The advocate also suggested that VA leaders in Washington DC don’t provide enough oversight of local facilities. "There are so few oversight visits from DC that they are swatted away like pesky flies," the advocate said. "The end results are autonomous kingdoms at VA hospitals and regional offices with little to no accountability."

It will be interesting to see what Congress does from this point on. After the Senate hearing today, SVAC Chair Bernie Sanders (I-Vt) said the House and Senate have been making "significant progress in the last month” on their respective bills to fix a broken VA system, and that there will be an agreement very soon. 

“Millions of veterans are counting on us to do so,” Sanders said. “We can’t afford to make them wait any longer for the care and services they have earned and deserve."


  1. I am a Desert Storm veteran and a retiree of the USAF, I see two things at a glance without going too deep into the scandals of the VA. The systemic problems of the VA, both benefits and healthcare, are twofold one is the leadership and one that is not mentioned much is mismanagement at the highest level.
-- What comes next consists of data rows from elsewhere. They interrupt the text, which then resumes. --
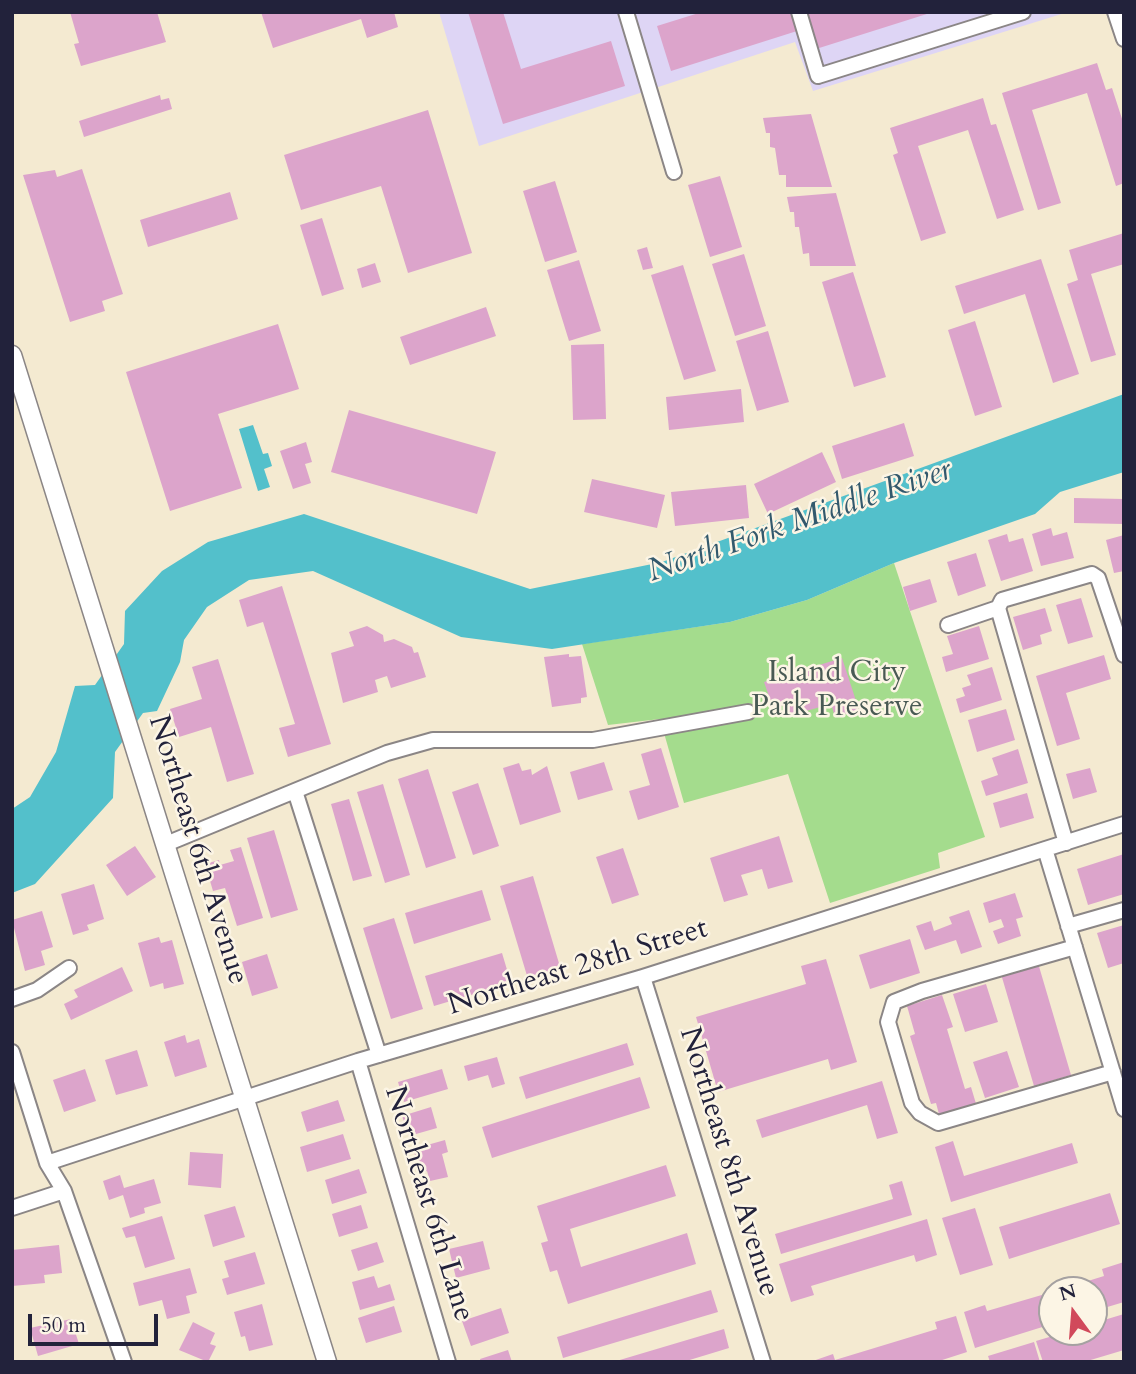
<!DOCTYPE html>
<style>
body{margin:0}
#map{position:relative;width:1136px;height:1374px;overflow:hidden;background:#f4ead1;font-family:Cardo,serif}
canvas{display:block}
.frame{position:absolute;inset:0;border:14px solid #22223b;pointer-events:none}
.north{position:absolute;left:1038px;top:1276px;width:70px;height:70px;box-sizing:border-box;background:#fcf5e5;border:2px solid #a5a1a1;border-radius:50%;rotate:344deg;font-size:19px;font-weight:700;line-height:28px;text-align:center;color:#22223b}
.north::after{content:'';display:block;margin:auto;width:24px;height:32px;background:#d1495b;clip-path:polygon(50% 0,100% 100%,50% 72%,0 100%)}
.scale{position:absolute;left:28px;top:1314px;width:130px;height:32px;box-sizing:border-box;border:4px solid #22223b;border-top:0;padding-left:9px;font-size:21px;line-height:24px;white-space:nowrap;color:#22223b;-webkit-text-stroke:5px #fcf5e5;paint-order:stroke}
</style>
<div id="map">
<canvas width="1136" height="1374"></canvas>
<div class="frame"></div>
<div class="north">N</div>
<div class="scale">50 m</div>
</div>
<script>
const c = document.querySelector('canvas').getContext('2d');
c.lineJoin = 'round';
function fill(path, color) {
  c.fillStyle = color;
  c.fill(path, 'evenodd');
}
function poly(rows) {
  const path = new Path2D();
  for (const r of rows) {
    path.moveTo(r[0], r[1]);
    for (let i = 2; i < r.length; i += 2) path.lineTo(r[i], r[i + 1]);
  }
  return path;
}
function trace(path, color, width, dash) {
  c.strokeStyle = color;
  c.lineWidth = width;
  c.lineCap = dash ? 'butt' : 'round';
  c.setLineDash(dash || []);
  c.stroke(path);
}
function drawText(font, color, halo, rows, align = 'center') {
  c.font = font + ' Cardo,serif';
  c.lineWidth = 5;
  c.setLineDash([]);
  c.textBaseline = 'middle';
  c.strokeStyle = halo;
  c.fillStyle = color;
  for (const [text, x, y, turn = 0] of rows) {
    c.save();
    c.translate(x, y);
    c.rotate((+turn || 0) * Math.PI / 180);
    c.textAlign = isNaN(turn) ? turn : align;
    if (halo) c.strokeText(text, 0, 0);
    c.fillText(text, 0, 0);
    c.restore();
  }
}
const built = poly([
 [439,12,1068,12,813,91,795,42,479,146]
]);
const green = poly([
 [894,563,985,837,938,853,940,868,830,903,788,774,684,803,660,719,608,725,582,644,730,622,807,600]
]);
const water = poly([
 [1124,394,1124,472,1060,492,1035,514,894,563,807,600,730,622,552,649,461,637,313,571,249,580,207,607,184,640,180,662,157,711,143,713,115,752,113,798,35,884,12,893,12,809,30,797,56,752,75,686,95,685,124,644,125,611,162,571,208,542,304,514,530,589,662,562],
 [253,425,263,454,268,453,272,466,264,469,270,487,258,491,239,429]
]);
const building = poly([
 [70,12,157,12,166,42,81,66,74,44,79,43],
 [261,12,394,12,398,27,367,38,361,19,273,48],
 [468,12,503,12,521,69,611,41,625,86,503,124],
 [702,12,791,12,797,31,671,71,657,26],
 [804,12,930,12,930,13,816,49],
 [1097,63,1106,90,1112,88,1124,125,1124,183,1116,186,1087,93,1032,110,1061,203,1038,210,1002,93],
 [160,95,161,100,169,98,172,109,84,137,79,121],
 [983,98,991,125,996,124,1024,210,997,219,968,130,918,146,946,233,921,241,893,155,898,153,890,128],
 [428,110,472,253,408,273,381,186,301,210,284,155],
 [811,114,832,187,786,187,786,175,779,175,775,148,770,147,770,133,766,133,763,118],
 [82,169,123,294,102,301,105,311,70,322,23,175,55,170,57,177],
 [720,176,742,247,710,257,688,185],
 [555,181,577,252,545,262,523,191],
 [230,192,238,219,148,247,140,220],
 [836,193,856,266,810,266,809,253,803,254,799,227,795,227,794,212,790,212,787,197],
 [322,218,344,289,322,296,300,225],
 [1124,233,1124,264,1091,274,1116,355,1091,362,1067,284,1078,280,1069,250],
 [647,247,653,268,643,270,637,250],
 [744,254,766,326,735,336,712,264],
 [1041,259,1079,374,1053,383,1025,294,964,314,955,286],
 [579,260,601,331,569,341,547,270],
 [375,263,381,282,362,288,357,269],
 [683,265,716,371,684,380,651,275],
 [853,272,886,377,854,387,822,282],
 [486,307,496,336,410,365,400,337],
 [975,321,1002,407,975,416,948,330],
 [278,324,299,389,218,414,242,488,170,511,126,372],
 [768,331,789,402,757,411,736,341],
 [604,344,606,419,573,420,571,345],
 [741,389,744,422,669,430,666,397],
 [349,410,496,452,477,514,331,472],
 [904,423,914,456,842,479,832,446],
 [306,442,312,462,305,464,311,483,293,489,280,451],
 [822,452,836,482,768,514,754,484],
 [592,479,665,495,657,528,584,512],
 [746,485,749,518,675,526,671,492],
 [1074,498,1124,499,1124,524,1074,523],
 [1051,528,1053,536,1067,532,1074,558,1041,566,1032,534],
 [1007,534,1009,542,1023,538,1033,571,1001,581,988,540],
 [1124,535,1124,571,1114,573,1106,540],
 [976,553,986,586,958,596,947,562],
 [930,579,937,602,910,611,903,587],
 [282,586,331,744,288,757,279,728,295,724,263,622,247,627,239,600],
 [1081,598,1093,637,1068,644,1056,605],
 [1045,608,1052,631,1040,635,1042,644,1023,650,1013,617],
 [367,626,383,635,384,642,394,639,412,647,414,653,418,652,426,677,391,688,387,676,375,680,378,692,343,703,331,653,354,646,349,632],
 [979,626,989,659,946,672,942,657,953,654,947,636],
 [569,654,569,657,581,656,587,697,581,698,581,703,552,707,544,657],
 [1104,655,1111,679,1066,693,1080,739,1057,746,1036,676],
 [842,658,859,710,835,717,828,694,818,697,820,707,789,716,785,705,773,708,764,682],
 [218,659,254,774,227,782,211,727,179,737,170,709,202,699,192,667],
 [992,667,1002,700,960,713,956,699,965,696,962,688,971,685,967,675],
 [1006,709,1015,740,977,752,968,720],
 [661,748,679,807,638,820,629,791,650,785,641,754],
 [1018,749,1028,783,986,796,981,781,998,775,992,758],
 [604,762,613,790,578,800,570,772],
 [519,763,522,771,531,769,532,775,547,766,561,812,520,825,503,768],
 [1090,768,1097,792,1073,799,1066,774],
 [428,769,456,858,426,868,398,779],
 [478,783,499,846,473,855,452,792],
 [383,784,410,875,385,883,357,792],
 [1027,793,1034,818,1000,828,993,803],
 [349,799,372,876,353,881,331,804],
 [274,830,298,910,271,918,247,838],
 [779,836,793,882,768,889,762,869,741,875,748,895,724,902,710,858],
 [135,846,156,877,127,896,106,865],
 [241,847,263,918,237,926,225,888,213,891,205,864,219,860,220,865,234,861,230,850],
 [623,848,639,895,612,904,596,857],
 [1124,854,1124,894,1088,905,1077,869],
 [533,876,561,970,528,979,500,886],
 [94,884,104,919,87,925,89,930,73,935,61,894],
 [482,890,491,920,414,944,405,913],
 [1015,893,1023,917,1016,919,1021,936,998,944,993,931,1004,927,1001,919,989,923,983,903],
 [969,910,982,947,961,954,956,940,925,950,916,926,931,921,934,931,952,924,949,917],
 [42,911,53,947,41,951,45,965,25,971,12,920],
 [394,918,423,1009,391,1019,363,928],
 [1124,925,1124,963,1108,968,1097,933],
 [159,937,161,943,172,940,184,984,164,989,163,983,150,987,138,943],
 [910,939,920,973,870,989,859,955],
 [502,953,511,983,434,1006,425,976],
 [267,954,278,988,252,996,242,962],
 [826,959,857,1062,831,1070,828,1059,718,1092,696,1017,806,984,801,966],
 [1038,963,1071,1075,1034,1086,1001,974],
 [122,967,133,991,71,1020,64,1004,78,997,74,990],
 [986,984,998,1022,965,1032,953,994],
 [942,995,953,1027,947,1029,965,1089,971,1087,977,1107,940,1118,936,1103,931,1104,910,1036,915,1034,907,1006],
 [185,1035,187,1043,199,1039,207,1067,175,1077,164,1042],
 [627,1043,634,1065,526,1099,519,1077],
 [137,1050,148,1086,116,1095,105,1060],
 [1007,1051,1019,1087,985,1098,973,1062],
 [497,1057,505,1084,492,1088,488,1075,468,1081,464,1066],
 [85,1069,96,1101,64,1112,53,1080],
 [442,1069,448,1089,404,1102,398,1082],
 [640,1077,650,1108,492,1158,482,1127],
 [882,1081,898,1133,877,1139,867,1105,762,1138,756,1120],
 [338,1100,345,1121,307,1132,301,1112],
 [431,1107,437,1128,409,1136,402,1116],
 [343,1134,351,1159,307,1172,300,1147],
 [445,1140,448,1152,442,1154,448,1177,430,1181,427,1171,421,1173,413,1149],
 [953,1141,964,1176,1072,1143,1078,1163,951,1202,935,1147],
 [190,1152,223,1154,221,1188,188,1185],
 [666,1165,676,1196,570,1229,581,1267,687,1233,696,1264,568,1304,557,1270,550,1272,541,1243,548,1241,537,1206],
 [359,1169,367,1193,332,1204,325,1180],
 [120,1175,124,1188,154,1179,161,1203,144,1208,145,1213,130,1218,123,1195,109,1200,103,1181],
 [902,1181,912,1215,781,1254,775,1234,893,1199,889,1185],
 [1110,1193,1120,1224,1009,1259,999,1227],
 [361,1205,368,1228,339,1237,332,1214],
 [235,1206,245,1237,213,1247,204,1215],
 [975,1208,993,1265,960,1275,942,1218],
 [162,1216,175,1259,145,1268,135,1236,126,1238,122,1228],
 [927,1219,937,1255,916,1262,914,1255,811,1286,814,1295,791,1302,779,1264],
 [483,1241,490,1269,456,1278,449,1249],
 [377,1242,384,1262,358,1271,351,1250],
 [59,1245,62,1273,44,1275,45,1283,12,1286,12,1250],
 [255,1252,265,1284,227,1295,222,1279,229,1277,224,1261],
 [1124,1262,1124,1302,1094,1311,1094,1290,1059,1290,1104,1276,1102,1269],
 [190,1268,197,1293,186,1296,190,1313,167,1319,162,1300,139,1306,133,1283],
 [374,1276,378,1288,390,1284,395,1300,360,1310,352,1282],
 [711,1290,718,1312,563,1358,557,1337],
 [1052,1292,1052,1324,975,1348,964,1312,985,1305,987,1311],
 [262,1304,273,1345,249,1351,245,1336,241,1337,234,1312],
 [394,1306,402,1332,366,1343,358,1318],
 [501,1308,509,1333,471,1346,462,1321],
 [1124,1314,1124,1350,1084,1362,1043,1362,1036,1341,1066,1332,1094,1332,1094,1323],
 [956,1316,967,1352,936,1362,810,1362,833,1354,835,1360,937,1329,935,1322],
 [71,1319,79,1344,38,1356,30,1328],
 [193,1322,215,1333,210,1344,216,1346,208,1362,179,1350],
 [724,1329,729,1348,683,1362,613,1362],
 [1034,1342,1040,1362,990,1362,988,1356],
 [508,1350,512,1362,481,1362,480,1359]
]);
const minor = poly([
 [626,12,674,172],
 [799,12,818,76,1023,12],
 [1115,12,1124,39],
 [948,625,998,608],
 [295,791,379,1055],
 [1066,843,998,608,1002,600,1092,574,1098,578,1124,655],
 [166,844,387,753,433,740,593,740,748,712],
 [1045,849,1124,1109],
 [1068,926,1124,910],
 [1075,947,922,991,894,1002,888,1022,912,1103,920,1113,938,1123,1113,1072],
 [643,977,763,1362],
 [12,999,37,990,69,968],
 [12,1052,47,1163,64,1191,124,1362],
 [358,1061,448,1362],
 [47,1163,358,1061,643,977,1124,824],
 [12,1208,64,1191]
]);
const tertiary = poly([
 [12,355,327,1362]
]);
const parkNames = [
 ["Island City",837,674],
 ["Park Preserve",837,708]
];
const streetNames = [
 ["Northeast 6th Avenue",197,850,73],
 ["Northeast 28th Street",578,968,-17],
 ["Northeast 8th Avenue",728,1162,73],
 ["Northeast 6th Lane",428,1204,73]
];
const waterNames = [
 ["North Fork Middle River",800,522,-19]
];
fill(built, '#ded5f5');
fill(green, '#a4dc8d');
fill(water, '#53c0cb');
fill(building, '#dca4cb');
trace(minor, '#8b8686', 18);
trace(tertiary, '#8b8686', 21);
trace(minor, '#fff', 14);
trace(tertiary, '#fff', 18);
drawText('30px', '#495a54', '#fcf5e5', parkNames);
drawText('30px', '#22223b', '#fcf5e5', streetNames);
drawText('italic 32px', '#33596d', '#fcf5e5', waterNames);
</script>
This starts not at the government but at the directors locally and VISN's.

    Set aside my military education of management the civilian community states that to manage successfully you need to know your employees and rely on the information you gather from them for correct decisions, too include corrective action for successful operations. Second, a manager needs to know the money allocated to getting the job done. I have heard this saying and stand by the premise, "if there is a problem and it is not visible, follow the money for answers." Budgets are there for even the lowest households in the U. S. for sustainability and comfortable lifestyle disregard the budget and you become complacent in real management.
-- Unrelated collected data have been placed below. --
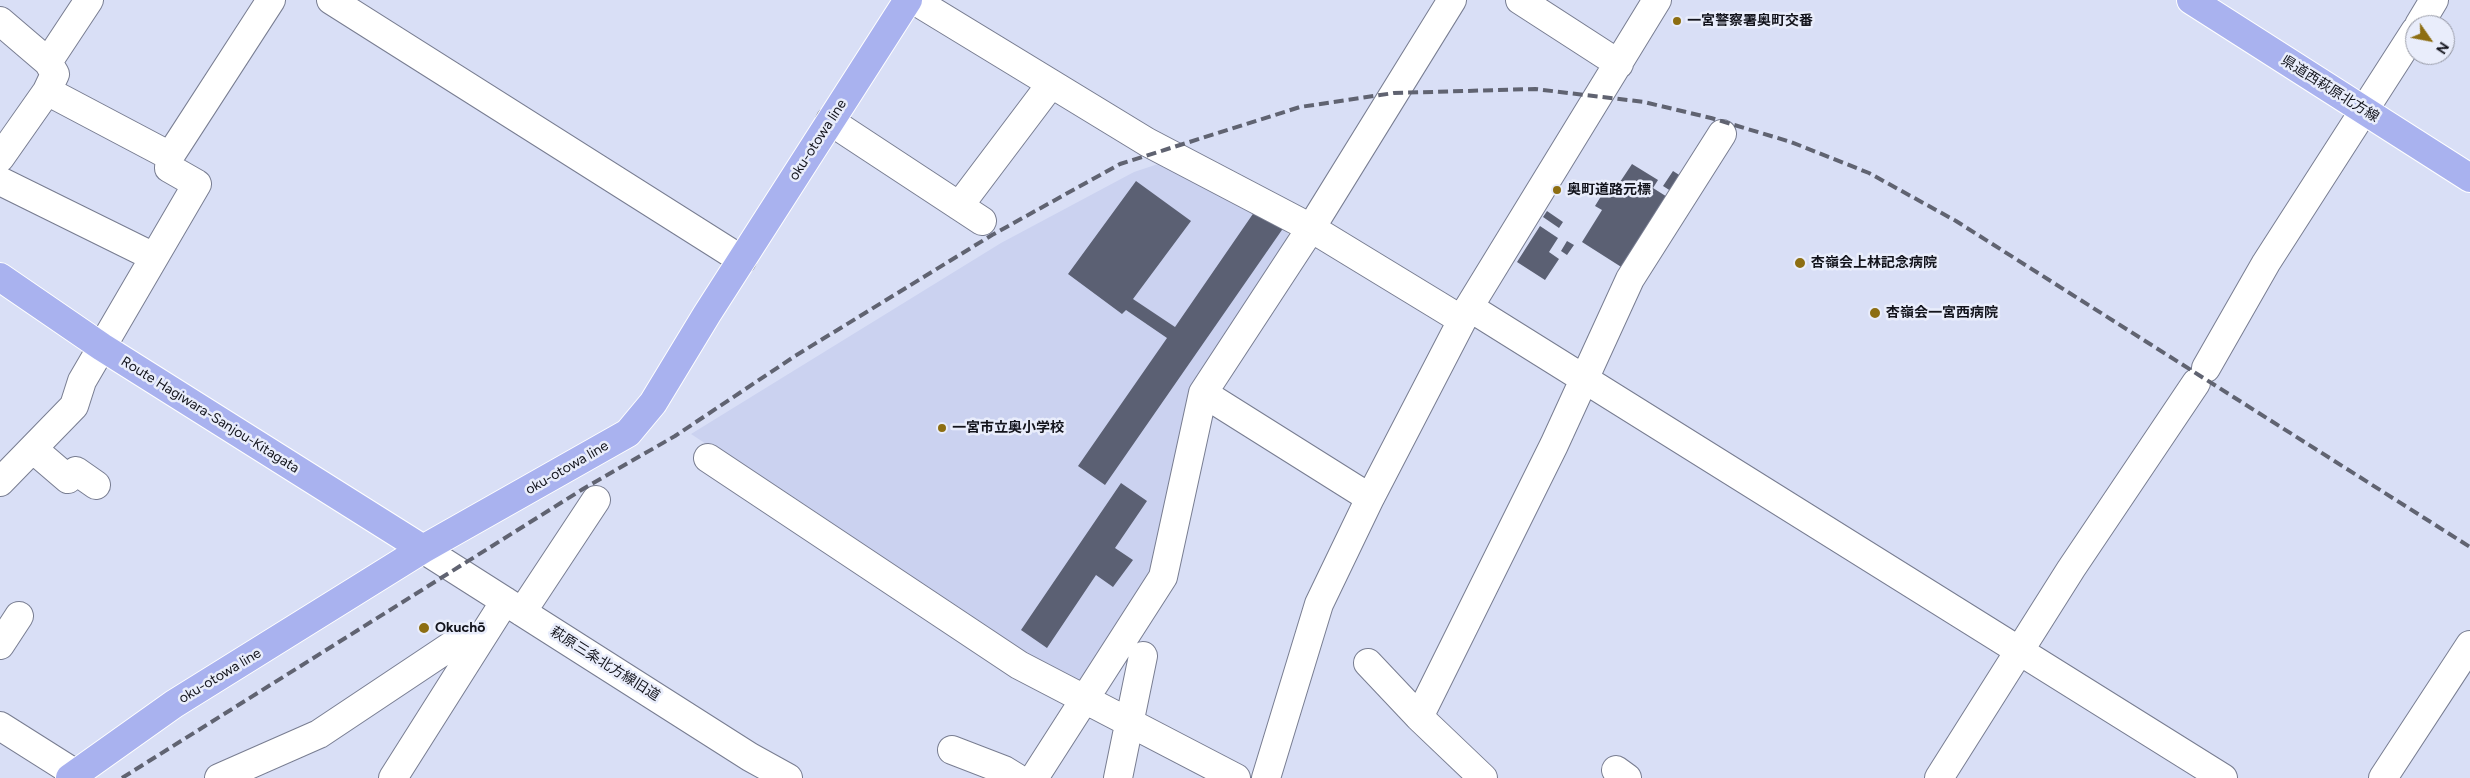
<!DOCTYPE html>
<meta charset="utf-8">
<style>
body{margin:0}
#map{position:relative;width:2470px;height:778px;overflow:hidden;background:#d9dff6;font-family:Figtree,sans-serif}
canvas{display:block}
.north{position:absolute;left:2405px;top:15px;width:50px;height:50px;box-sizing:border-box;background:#e9edfb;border:1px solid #9396a2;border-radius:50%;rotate:123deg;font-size:14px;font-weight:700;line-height:20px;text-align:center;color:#13141c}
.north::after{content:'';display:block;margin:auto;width:18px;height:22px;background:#8d6e12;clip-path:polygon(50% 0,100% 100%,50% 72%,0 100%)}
</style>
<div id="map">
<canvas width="2470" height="778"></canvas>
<div class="north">N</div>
</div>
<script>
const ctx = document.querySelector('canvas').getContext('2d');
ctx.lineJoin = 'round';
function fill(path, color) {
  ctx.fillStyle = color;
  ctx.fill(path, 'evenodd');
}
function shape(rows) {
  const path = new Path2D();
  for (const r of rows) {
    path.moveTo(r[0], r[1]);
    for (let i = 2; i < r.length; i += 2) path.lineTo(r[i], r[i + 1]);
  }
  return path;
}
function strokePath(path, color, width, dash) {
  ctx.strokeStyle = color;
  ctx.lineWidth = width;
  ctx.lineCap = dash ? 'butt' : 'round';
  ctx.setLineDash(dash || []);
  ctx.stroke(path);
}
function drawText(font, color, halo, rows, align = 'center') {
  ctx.font = font + ' Figtree,"Noto Sans JP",sans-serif';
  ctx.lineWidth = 5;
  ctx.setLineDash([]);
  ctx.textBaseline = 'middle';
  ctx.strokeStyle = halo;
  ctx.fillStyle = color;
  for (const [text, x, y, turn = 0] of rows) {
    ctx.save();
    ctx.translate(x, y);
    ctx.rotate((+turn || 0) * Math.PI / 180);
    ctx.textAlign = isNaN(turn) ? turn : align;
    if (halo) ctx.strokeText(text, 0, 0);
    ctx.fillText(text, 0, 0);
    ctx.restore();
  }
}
const built = shape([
 [1173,159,1285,225,1290,240,1191,388,1151,584,1081,691,691,434,1001,243,1134,172]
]);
const building = shape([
 [1632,164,1658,180,1653,188,1672,200,1626,270,1582,242,1602,210,1595,206,1603,193,1610,197],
 [1673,171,1684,178,1674,193,1663,186],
 [1136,181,1191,221,1133,299,1175,327,1257,208,1284,227,1105,485,1078,466,1167,338,1126,310,1122,314,1068,274],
 [1547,211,1563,222,1559,228,1543,217],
 [1540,226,1558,238,1549,252,1559,259,1545,280,1517,262],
 [1567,241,1574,245,1567,255,1561,251],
 [1121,483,1147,501,1115,548,1133,560,1113,587,1096,575,1047,648,1021,630]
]);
const minor = shape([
 [331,0,742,260],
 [914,0,1147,142,1311,228,1462,320],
 [1520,0,1619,64],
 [0,21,48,62,55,74,47,91],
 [2419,25,2434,0],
 [48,62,89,0],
 [830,121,982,221],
 [0,158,47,91,170,156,271,0],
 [0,181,154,257],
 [959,206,1051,84],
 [1469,307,2223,778],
 [2206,368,2266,263,2415,31],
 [1203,393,1370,498],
 [33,449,68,479,76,471,96,485],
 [708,458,1019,665,1236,778],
 [0,482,74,406,82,381,197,184,169,168,170,156],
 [423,549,750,757,788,778],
 [522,612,596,500],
 [0,645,19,616],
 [1368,663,1419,717,1483,778],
 [1419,717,1554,445,1630,279,1722,134],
 [0,726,76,774],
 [952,750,1004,770,1017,778],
 [1616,770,1627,778],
 [219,778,319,734,454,644,480,639],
 [393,778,505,601],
 [1034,778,1163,577,1203,393,1311,228,1452,0],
 [1118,778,1143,656],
 [1266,778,1319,604,1370,498,1469,307,1657,0],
 [1939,778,2071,569,2196,383],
 [2383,778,2470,645]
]);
const major = shape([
 [2191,0,2470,178],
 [0,277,102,347,423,549],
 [70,778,174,704,423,549,628,433,653,403,707,314,908,0]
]);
const rail = shape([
 [122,778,583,489,675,436,795,356,992,235,1120,164,1300,107,1394,93,1535,89,1644,102,1711,118,1791,142,1869,173,1956,221,2470,547]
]);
const markers = [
 [1677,21,5,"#8d6e12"],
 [1557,190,5,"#8d6e12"],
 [1800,263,6,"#8d6e12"],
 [1875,313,6,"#8d6e12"],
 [942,428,5,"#8d6e12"],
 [424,628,6,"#8d6e12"]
];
const poiNames = [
 ["一宮警察署奥町交番",1687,21],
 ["奥町道路元標",1567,190],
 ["杏嶺会上林記念病院",1811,263],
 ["杏嶺会一宮西病院",1886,313],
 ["一宮市立奥小学校",952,428],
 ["Okuchō",435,628]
];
const streetNames = [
 ["県道西萩原北方線",2330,89,32],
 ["oku-otowa line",818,140,-57],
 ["Route Hagiwara-Sanjou-Kitagata",210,415,32],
 ["oku-otowa line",567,468,-30],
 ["萩原三条北方線旧道",605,664,32],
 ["oku-otowa line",220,676,-31]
];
fill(built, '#cbd2f0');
fill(building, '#5b6073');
strokePath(minor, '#787d91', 30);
strokePath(major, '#fff', 30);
strokePath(minor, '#fff', 28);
strokePath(major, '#a9b2ef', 28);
strokePath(rail, '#606371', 4, [10, 5]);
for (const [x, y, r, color] of markers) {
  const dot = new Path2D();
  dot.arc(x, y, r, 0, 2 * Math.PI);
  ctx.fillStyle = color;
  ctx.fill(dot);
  strokePath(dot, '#e9edfb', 2);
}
drawText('bold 14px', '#13141c', '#e9edfb', poiNames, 'left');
drawText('14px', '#13141c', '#e9edfb', streetNames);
</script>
    A manager who disregards the budget and conditions of the workplace will have a poor customer satisfaction and less than successful outcomes in their area of responsibility. It is so incomprehensible that government seems to think we as American citizens cannot see the real issue of the VA scandal. Pouring more money into an already disingenuous administration would be like burning money in the back yard.

    I would say we may need better resources requiring more money but until the real issues of mismanagement is resolved, money would be inappropriate at this time.

  2. What about the Vietnam War Veterans? When we returned home many received little or no treatment. Many have endured a myriad of problems caused by their service. When will we be recognized for our sacrifices? Once again the Vietnam veterans are overlooked.